2. Create a **simplified DS2 model configuration**:
- With only fixed-length (by padding) audio sequences (otherwise need *Task 3*).
- With only bidirectional-GRU (otherwise need *Task 4*).
- With only greedy decoder (otherwise need *Task 5, 6*).
3. Develop to support **variable-shaped** dense-vector (image) batches of input data.
- Update `DenseScanner` in `dataprovider_converter.py`, etc.
4. Develop a new **lookahead-row-convolution layer** (See \[[1](#references)\] for details):
- Lookahead convolution windows.
- Within-row convolution, without kernels shared across rows.
5. Build KenLM **language model** (5-gram) for beam search decoder:
- Use KenLM toolkit.
- Prepare the corpus & train the model.
- Create infererence interfaces (for Task 6).
6. Develop a **beam search decoder** with CTC + LM + WORDCOUNT:
- Beam search with CTC.
- Beam search with external custom scorer (e.g.
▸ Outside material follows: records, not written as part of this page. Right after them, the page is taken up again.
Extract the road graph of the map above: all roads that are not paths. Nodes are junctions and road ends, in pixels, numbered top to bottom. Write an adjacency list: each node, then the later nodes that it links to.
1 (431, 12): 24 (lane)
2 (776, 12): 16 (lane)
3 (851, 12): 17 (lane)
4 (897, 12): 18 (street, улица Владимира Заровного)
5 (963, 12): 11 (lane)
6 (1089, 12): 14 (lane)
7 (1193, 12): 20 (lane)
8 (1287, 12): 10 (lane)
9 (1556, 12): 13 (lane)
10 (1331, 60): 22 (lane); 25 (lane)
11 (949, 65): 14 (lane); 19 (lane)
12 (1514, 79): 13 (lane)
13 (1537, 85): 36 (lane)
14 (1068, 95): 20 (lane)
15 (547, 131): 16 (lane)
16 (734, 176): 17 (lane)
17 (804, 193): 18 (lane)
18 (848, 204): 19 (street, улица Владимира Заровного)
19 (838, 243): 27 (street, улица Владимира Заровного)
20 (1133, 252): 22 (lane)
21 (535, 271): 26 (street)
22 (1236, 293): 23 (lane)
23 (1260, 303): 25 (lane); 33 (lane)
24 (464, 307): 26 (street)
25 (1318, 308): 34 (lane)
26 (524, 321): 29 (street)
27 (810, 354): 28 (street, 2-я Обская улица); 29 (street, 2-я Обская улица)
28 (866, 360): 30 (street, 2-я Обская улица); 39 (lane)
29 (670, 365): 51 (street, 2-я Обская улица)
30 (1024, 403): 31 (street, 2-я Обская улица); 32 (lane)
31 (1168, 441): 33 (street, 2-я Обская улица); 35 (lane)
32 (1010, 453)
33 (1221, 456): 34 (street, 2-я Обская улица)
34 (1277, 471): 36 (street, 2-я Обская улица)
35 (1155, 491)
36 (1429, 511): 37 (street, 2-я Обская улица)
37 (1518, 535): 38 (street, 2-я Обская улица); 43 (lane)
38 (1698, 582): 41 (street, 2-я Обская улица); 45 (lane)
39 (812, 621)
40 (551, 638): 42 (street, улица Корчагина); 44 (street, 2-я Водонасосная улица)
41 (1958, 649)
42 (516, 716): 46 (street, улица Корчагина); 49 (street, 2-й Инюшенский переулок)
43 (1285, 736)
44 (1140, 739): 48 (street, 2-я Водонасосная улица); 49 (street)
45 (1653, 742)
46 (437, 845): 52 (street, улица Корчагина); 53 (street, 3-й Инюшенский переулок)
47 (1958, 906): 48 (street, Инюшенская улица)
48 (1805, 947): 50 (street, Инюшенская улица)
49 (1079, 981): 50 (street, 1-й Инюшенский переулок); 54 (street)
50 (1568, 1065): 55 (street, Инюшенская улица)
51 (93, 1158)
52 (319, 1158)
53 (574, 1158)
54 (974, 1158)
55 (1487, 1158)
LM).
- Try to design a more general beam search interface.
7. Develop a **Word Error Rate evaluator**:
- update `ctc_error_evaluator`(CER) to support WER.
8. Prepare internal dataset for Mandarin (optional):
- Dataset, baseline, evaluation details.
- Particular data preprocessing for Mandarin.
- Might need cooperating with the Speech Department.
9. Create **standard DS2 model configuration**:
- With variable-length audio sequences (need *Task 3*).
- With unidirectional-GRU + row-convolution (need *Task 4*).
- With CTC-LM beam search decoder (need *Task 5, 6*).
10. Make it run perfectly on **clusters**.
11. Experiments and **benchmarking** (for accuracy, not efficiency):
- With public English dataset.
- With internal (Baidu) Mandarin dataset (optional).
12. Time **profiling** and optimization.
13. Prepare **docs**.
14. Prepare PaddlePaddle **Book** chapter with a simplified version.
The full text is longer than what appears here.